**REQUIRED ACTION**
In the data, extract each line that holds the string "Castlewood".

**ENTRIES PROVIDED**
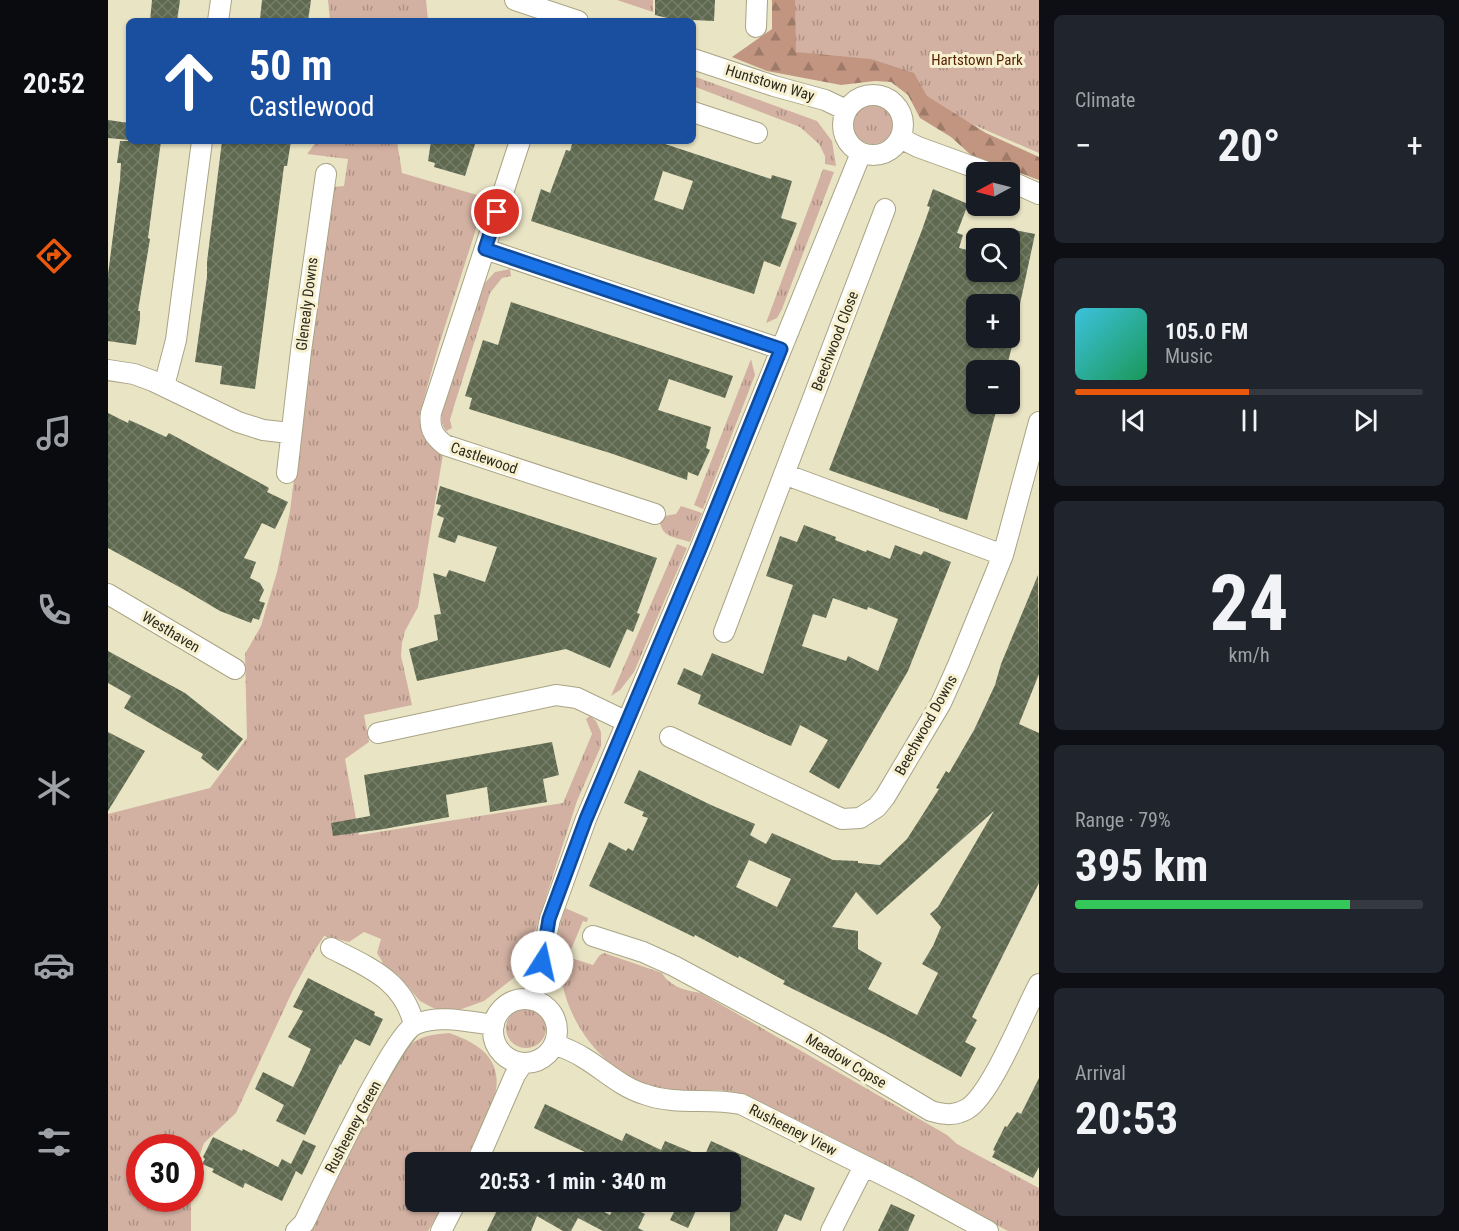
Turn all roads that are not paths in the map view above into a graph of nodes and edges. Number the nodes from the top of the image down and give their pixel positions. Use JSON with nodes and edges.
{"nodes":[{"id":1,"x":221,"y":0,"type":"edge"},
{"id":2,"x":515,"y":0,"type":"edge"},
{"id":3,"x":758,"y":0,"type":"edge"},
{"id":4,"x":218,"y":18,"type":"edge"},
{"id":5,"x":569,"y":18,"type":"edge"},
{"id":6,"x":756,"y":27,"type":"dead end"},
{"id":7,"x":696,"y":60,"type":"edge"},
{"id":8,"x":846,"y":110,"type":"junction"},
{"id":9,"x":696,"y":113,"type":"edge"},
{"id":10,"x":757,"y":133,"type":"dead end"},
{"id":11,"x":900,"y":138,"type":"junction"},
{"id":12,"x":202,"y":144,"type":"edge"},
{"id":13,"x":519,"y":144,"type":"edge"},
{"id":14,"x":861,"y":153,"type":"junction"},
{"id":15,"x":966,"y":164,"type":"edge"},
{"id":16,"x":326,"y":174,"type":"dead end"},
{"id":17,"x":1020,"y":185,"type":"edge"},
{"id":18,"x":1039,"y":194,"type":"edge"},
{"id":19,"x":885,"y":208,"type":"dead end"},
{"id":20,"x":485,"y":249,"type":"junction"},
{"id":21,"x":781,"y":349,"type":"junction"},
{"id":22,"x":108,"y":370,"type":"edge"},
{"id":23,"x":164,"y":386,"type":"junction"},
{"id":24,"x":1039,"y":422,"type":"edge"},
{"id":25,"x":291,"y":433,"type":"junction"},
{"id":26,"x":287,"y":473,"type":"dead end"},
{"id":27,"x":784,"y":474,"type":"junction"},
{"id":28,"x":655,"y":514,"type":"dead end"},
{"id":29,"x":1003,"y":555,"type":"junction"},
{"id":30,"x":108,"y":594,"type":"edge"},
{"id":31,"x":724,"y":632,"type":"dead end"},
{"id":32,"x":235,"y":669,"type":"dead end"},
{"id":33,"x":627,"y":722,"type":"junction"},
{"id":34,"x":378,"y":733,"type":"dead end"},
{"id":35,"x":670,"y":737,"type":"dead end"},
{"id":36,"x":593,"y":936,"type":"dead end"},
{"id":37,"x":331,"y":948,"type":"dead end"},
{"id":38,"x":1039,"y":984,"type":"edge"},
{"id":39,"x":533,"y":999,"type":"junction"},
{"id":40,"x":414,"y":1025,"type":"junction"},
{"id":41,"x":494,"y":1025,"type":"junction"},
{"id":42,"x":554,"y":1044,"type":"junction"},
{"id":43,"x":523,"y":1063,"type":"junction"},
{"id":44,"x":481,"y":1152,"type":"edge"},
{"id":45,"x":864,"y":1166,"type":"junction"},
{"id":46,"x":451,"y":1212,"type":"edge"},
{"id":47,"x":296,"y":1231,"type":"edge"},
{"id":48,"x":441,"y":1231,"type":"edge"},
{"id":49,"x":831,"y":1231,"type":"edge"},
{"id":50,"x":988,"y":1231,"type":"edge"}],
"edges":[{"from":1,"to":4,"type":"street"},
{"from":2,"to":5,"type":"street"},
{"from":3,"to":6,"type":"street"},
{"from":7,"to":8,"type":"street","name":"Huntstown Way"},
{"from":8,"to":11,"type":"street"},
{"from":8,"to":14,"type":"street"},
{"from":9,"to":10,"type":"street"},
{"from":11,"to":14,"type":"street"},
{"from":11,"to":15,"type":"street"},
{"from":12,"to":23,"type":"street"},
{"from":13,"to":20,"type":"street","name":"Castlewood"},
{"from":14,"to":21,"type":"street"},
{"from":16,"to":25,"type":"street","name":"Glenealy Downs"},
{"from":17,"to":18,"type":"street"},
{"from":19,"to":27,"type":"street","name":"Beechwood Close"},
{"from":20,"to":21,"type":"street"},
{"from":20,"to":28,"type":"street","name":"Castlewood"},
{"from":21,"to":33,"type":"street"},
{"from":22,"to":23,"type":"street"},
{"from":23,"to":25,"type":"street"},
{"from":24,"to":29,"type":"street","name":"Beechwood Downs"},
{"from":25,"to":26,"type":"street","name":"Glenealy Downs"},
{"from":27,"to":29,"type":"street"},
{"from":27,"to":31,"type":"street","name":"Beechwood Close"},
{"from":29,"to":35,"type":"street","name":"Beechwood Downs"},
{"from":30,"to":32,"type":"street","name":"Westhaven"},
{"from":33,"to":34,"type":"street"},
{"from":33,"to":39,"type":"street"},
{"from":36,"to":38,"type":"street","name":"Meadow Copse"},
{"from":37,"to":40,"type":"street"},
{"from":39,"to":41,"type":"street"},
{"from":39,"to":42,"type":"street"},
{"from":40,"to":41,"type":"street"},
{"from":40,"to":47,"type":"street","name":"Rusheeney Green"},
{"from":41,"to":43,"type":"street"},
{"from":42,"to":43,"type":"street"},
{"from":42,"to":45,"type":"street","name":"Rusheeney View"},
{"from":43,"to":44,"type":"street"},
{"from":45,"to":49,"type":"street"},
{"from":45,"to":50,"type":"street","name":"Rusheeney View"},
{"from":46,"to":48,"type":"street"}]}
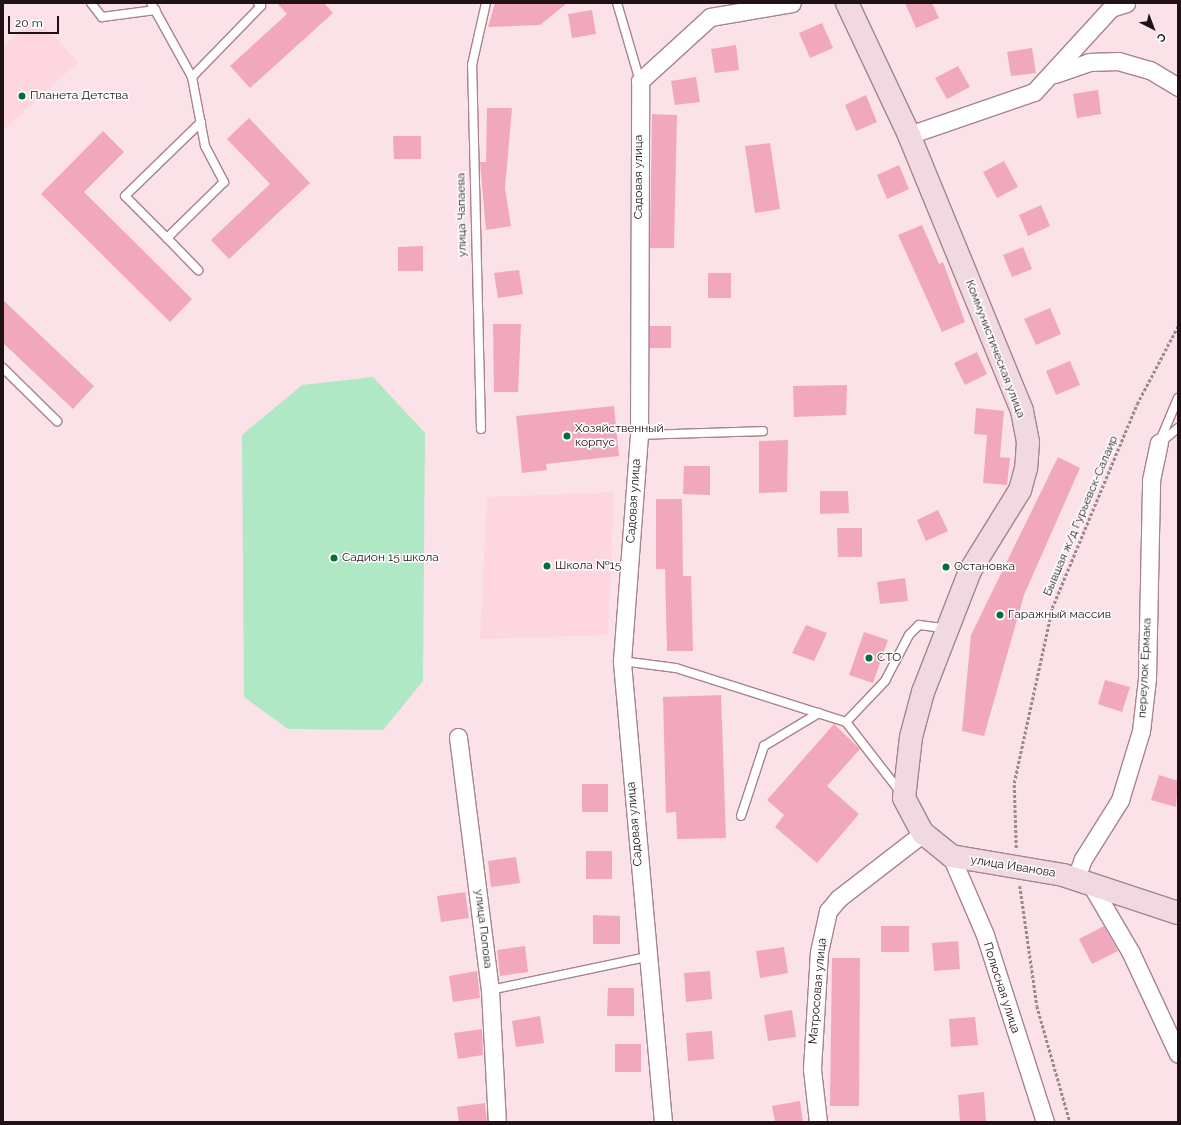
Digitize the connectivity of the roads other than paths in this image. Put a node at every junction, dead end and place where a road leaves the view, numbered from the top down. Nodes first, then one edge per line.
1 (91, 3) edge
2 (258, 3) edge
3 (486, 3) edge
4 (617, 3) edge
5 (792, 3) edge
6 (847, 3) edge
7 (1116, 5) edge
8 (153, 7) edge
9 (1052, 75) junction
10 (192, 77) junction
11 (640, 81) junction
12 (1178, 87) edge
13 (201, 122) junction
14 (909, 135) junction
15 (167, 238) junction
16 (198, 270) dead end
17 (3, 368) edge
18 (1178, 398) edge
19 (57, 421) dead end
20 (1178, 428) edge
21 (481, 429) dead end
22 (763, 431) dead end
23 (639, 435) junction
24 (1159, 443) junction
25 (945, 628) junction
26 (622, 661) junction
27 (819, 713) junction
28 (846, 722) junction
29 (458, 736) dead end
30 (904, 798) junction
31 (741, 816) dead end
32 (923, 833) junction
33 (951, 856) junction
34 (1083, 881) junction
35 (1178, 913) edge
36 (646, 957) junction
37 (490, 990) junction
38 (1178, 1054) edge
39 (497, 1122) edge
40 (663, 1122) edge
41 (818, 1122) edge
42 (1045, 1122) edge

1 - 8 lane
2 - 10 lane
3 - 21 lane, улица Чапаева
4 - 11 lane
5 - 11 street
6 - 14 street, Коммунистическая улица
7 - 9 street
8 - 10 lane
9 - 12 street
9 - 14 street
10 - 13 lane
11 - 23 street, Садовая улица
13 - 15 lane
13 - 15 lane
14 - 25 street, Коммунистическая улица
15 - 16 lane
17 - 19 lane
18 - 24 lane
20 - 24 lane
22 - 23 lane
23 - 26 street, Садовая улица
24 - 34 street, переулок Ермака
25 - 28 lane
25 - 30 street, Коммунистическая улица
26 - 27 lane
26 - 36 street, Садовая улица
27 - 28 lane
27 - 31 lane
28 - 30 lane
29 - 37 street, улица Попова
30 - 32 street
32 - 33 street
32 - 41 street, Матросовая улица
33 - 34 street, улица Иванова
33 - 42 street, Полюсная улица
34 - 35 street, улица Иванова
34 - 38 street
36 - 37 lane
36 - 40 street, Садовая улица
37 - 39 street, улица Попова

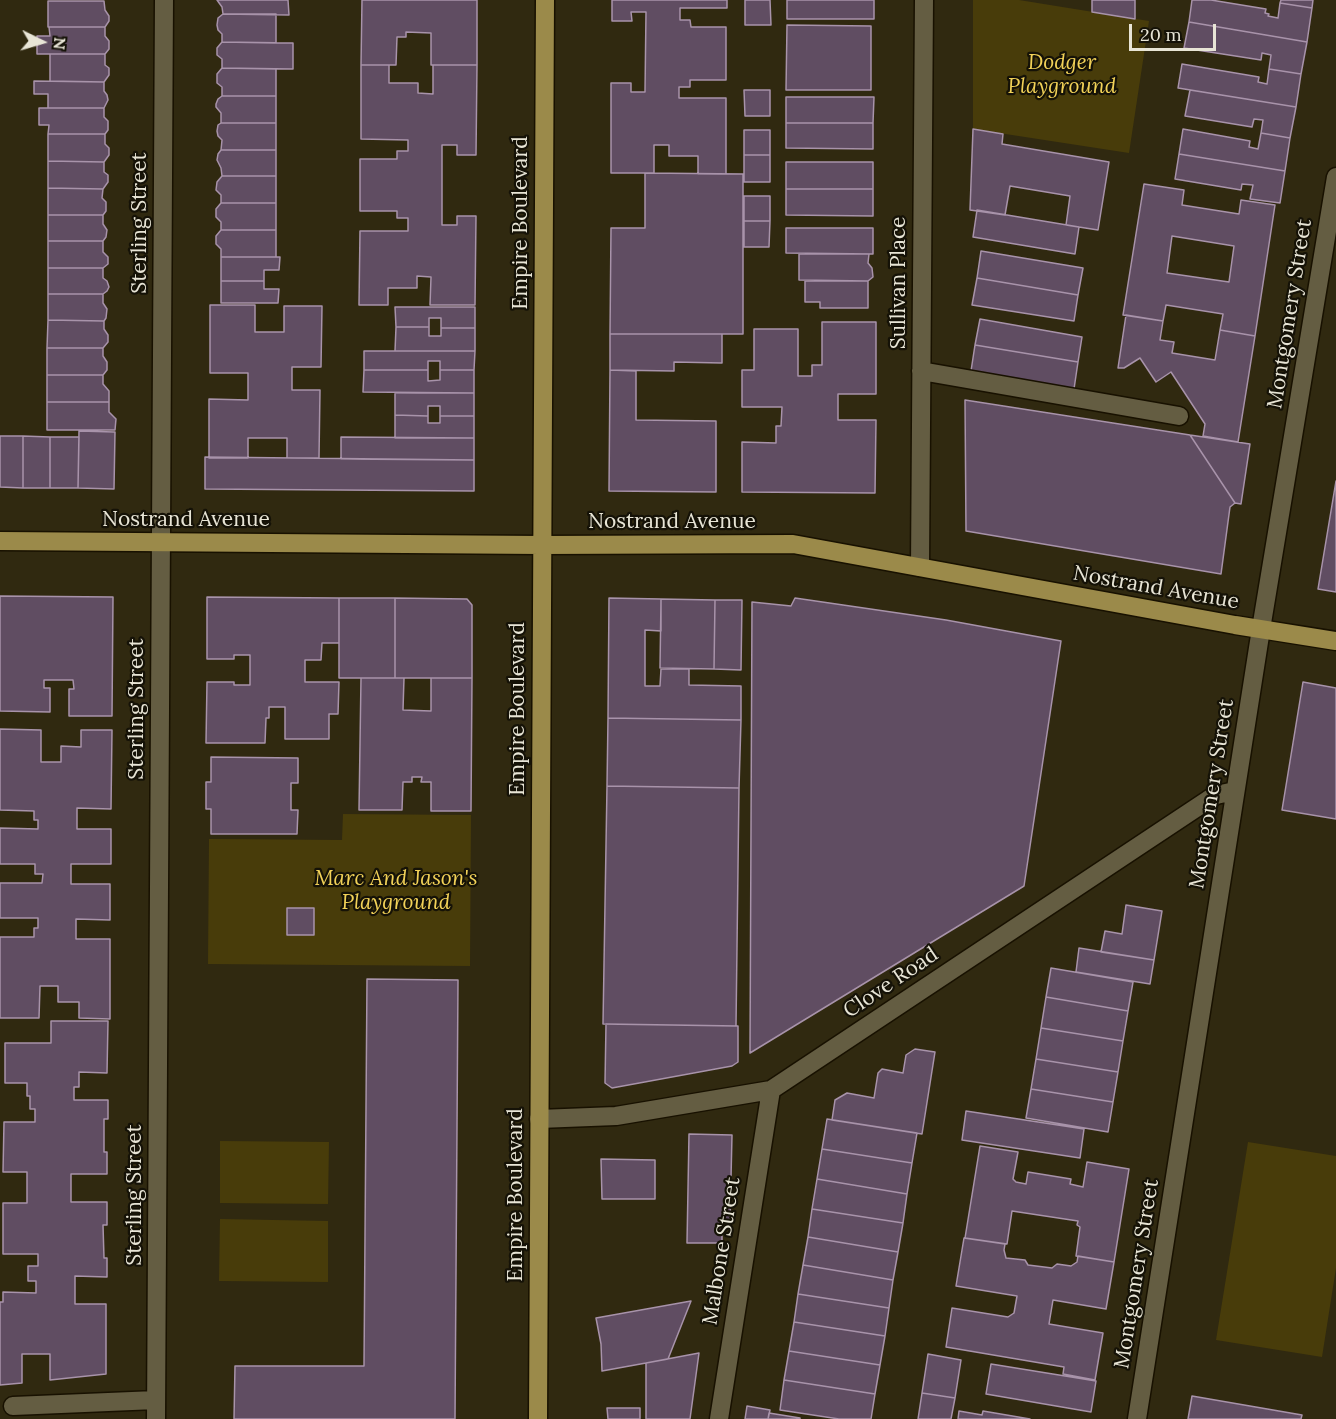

**RESULT OF THE EXERCISE**
{"from":13,"to":20,"type":"street","name":"Castlewood"},
{"from":20,"to":28,"type":"street","name":"Castlewood"},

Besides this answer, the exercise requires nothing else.